As Clojure is becoming more popular each day, I'm pretty sure that almost all popular editors and IDEs may have support for Clojure syntax (or at least a plugin for it). I've already written Clojure code in Vim, Lighttable, Emacs, Sublime Text, Atom and IntelliJ with Cursive. I also know that Eclipse also have a plugin for Clojure called Counterclockwise.

But as being a dialect of LISP, you may need more things on an editor/IDE than simply syntax highlighting and REPL integration: you will need a smarter way to deal with open and close parenthesis/brackets/quotes. One of the things that make me more productive in Clojure, is the ability to deal with open and close parenthesis in a more structured way that is called Paredit or Structural Editing. This feature automatically adds a closing parenthesis/bracket/quote when you add a opening parenthesis/bracket/quote. Also, it has a few more commands to manipulate those expresions in order to be able to edit your code more efficiently. You can see a few examples of commands on this blog post.

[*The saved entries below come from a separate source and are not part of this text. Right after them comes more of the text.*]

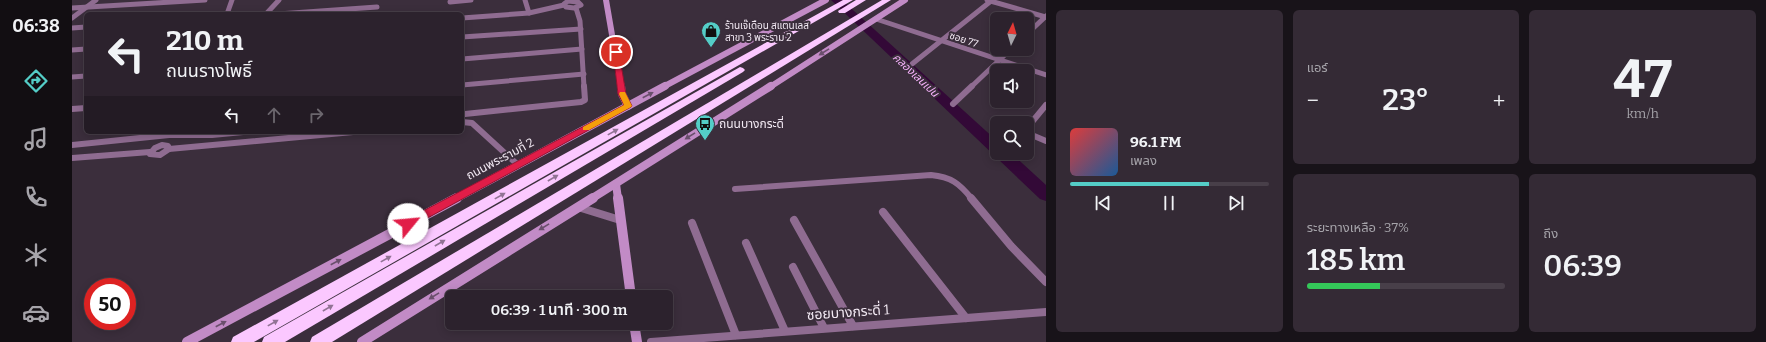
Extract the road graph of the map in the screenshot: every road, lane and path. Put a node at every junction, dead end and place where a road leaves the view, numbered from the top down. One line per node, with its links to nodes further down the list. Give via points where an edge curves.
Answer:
1 (96, 0): 21 (street)
2 (107, 0): 20 (street)
3 (154, 0): 19 (street)
4 (205, 0): 19 (street)
5 (232, 0): 24 (street)
6 (279, 0): 25 (street)
7 (471, 0): 16 (street)
8 (526, 0): 27 (street)
9 (606, 0): 53 (main road, via 622,94)
10 (826, 0): 53 (main road, ถนนพระรามที่ 2, one-way to 10)
11 (862, 0): 92 (highway, one-way to 11)
12 (878, 0): 93 (highway)
13 (887, 0): 32 (highway)
14 (905, 0): 31 (main road)
15 (989, 1): 28 (street); 38 (street)
16 (450, 2)
17 (576, 3): 27 (street, via 568,8 564,5); 36 (street)
18 (843, 3): 91 (highway, one-way to 18)
19 (150, 4): 20 (street)
20 (99, 6): 21 (street)
21 (86, 7): 23 (street); 29 (street)
22 (377, 7): 26 (street)
23 (72, 8)
24 (228, 12)
25 (268, 12)
26 (306, 12)
27 (529, 13): 30 (street)
28 (1046, 16): 34 (street)
29 (72, 18)
30 (464, 18)
31 (876, 19): 32 (main road, via 868,24); 38 (street, ซอย 77)
32 (856, 24): 72 (main road, one-way to 72); 94 (highway)
33 (84, 27): 35 (street)
34 (1034, 27)
35 (72, 28)
36 (581, 29): 37 (street); 40 (street)
37 (464, 37)
38 (942, 41): 44 (street, ซอย 77); 45 (street)
39 (84, 49): 41 (street)
40 (582, 49): 43 (street); 46 (street)
41 (72, 50)
42 (1004, 56): 44 (street)
43 (464, 59)
44 (1000, 60): 47 (street, ซอย 77); 51 (street)
45 (912, 64)
46 (584, 74): 50 (street); 56 (street, via 585,100 581,102)
47 (1046, 75)
48 (84, 76): 49 (street)
49 (72, 77)
50 (464, 85)
51 (953, 104)
52 (1046, 105): 57 (street)
53 (628, 106): 71 (main road, ถนนพระรามที่ 2)
54 (84, 108): 55 (street)
55 (72, 109)
56 (465, 114)
57 (1034, 120)
58 (464, 122): 71 (street, via 472,123)
59 (162, 134): 66 (street)
60 (169, 134): 67 (street)
61 (191, 134): 62 (street)
62 (222, 134)
63 (331, 134): 68 (street)
64 (1034, 136): 65 (street)
65 (1046, 141)
66 (72, 145)
67 (162, 145): 68 (street, via 168,146); 69 (street)
68 (169, 149): 69 (street, via 157,156 151,155)
69 (150, 152): 70 (street)
70 (72, 158)
71 (518, 165): 90 (main road, ถนนพระรามที่ 2, one-way to 71)
72 (616, 184): 74 (main road); 76 (main road)
73 (734, 189): 81 (street, via 943,176 956,182 970,196)
74 (578, 207): 76 (street); 95 (main road, one-way to 95)
75 (883, 212): 84 (street)
76 (620, 220): 82 (main road)
77 (794, 220): 85 (street)
78 (692, 223): 89 (street)
79 (746, 243): 88 (street)
80 (793, 267): 86 (street)
81 (1046, 282)
82 (629, 290)
83 (1046, 312): 84 (street, ซอยบางกระดี่ 1)
84 (966, 318): 85 (street, ซอยบางกระดี่ 1)
85 (853, 326): 86 (street, ซอยบางกระดี่ 1)
86 (824, 328): 88 (street, ซอยบางกระดี่ 1)
87 (635, 330): 96 (main road)
88 (785, 331): 89 (street, ซอยบางกระดี่ 1)
89 (736, 335): 97 (street, ซอยบางกระดี่ 1)
90 (187, 342)
91 (239, 342)
92 (270, 342)
93 (309, 342)
94 (318, 342)
95 (362, 342)
96 (637, 342)
97 (651, 342)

Of course, this is not mandatory: you can write Clojure without using this techniquebut if you want to be really productive with Clojure, learning this technique is important. But feel free to skip it for now: I would only ask one thing: try to see if it exists on your favourite editor: if it does, that's fantastic, if it does not, another editor might be a good choice for your Clojure adventure.


The best place to find a library is Clojars: it is an equivalente of RubyGems/CPAN for Clojure: there is a search where you can search for the library name or for a term like http, soap or aws, and it will return all the libraries on clojars that match that term. Also, due to Clojure interoperabilty with Java, you can also include and use libraries from Maven.

After finding the library, you can add it to your project through the project.clj dependencies (I explained how to do so on First Steps with Clojure post.


Just like all programming language communities, the Clojure community has some mailing lists, a Planet, an IRC channel and some wikis. You can check a list of these resources on the community page of the Clojure website. Another source for Clojure news and discussions is the Clojure Subreddit where people usually post links, ask questions and discuss. From time to time, there is a thread called "Ask Anything", where new Clojurists can ask any questions.


You can also check some Video resources:


The goal of this blog post is to talk about some useful resources when learning Clojure. So, I hope you found your way through the REPL, was able to write tests, found a good editor, learned where to search for libraries and where to ask questions and discuss about the language.

Next blog post I will go deeper into Leiningen: the idea is to create a boilerplate for Clojure apps.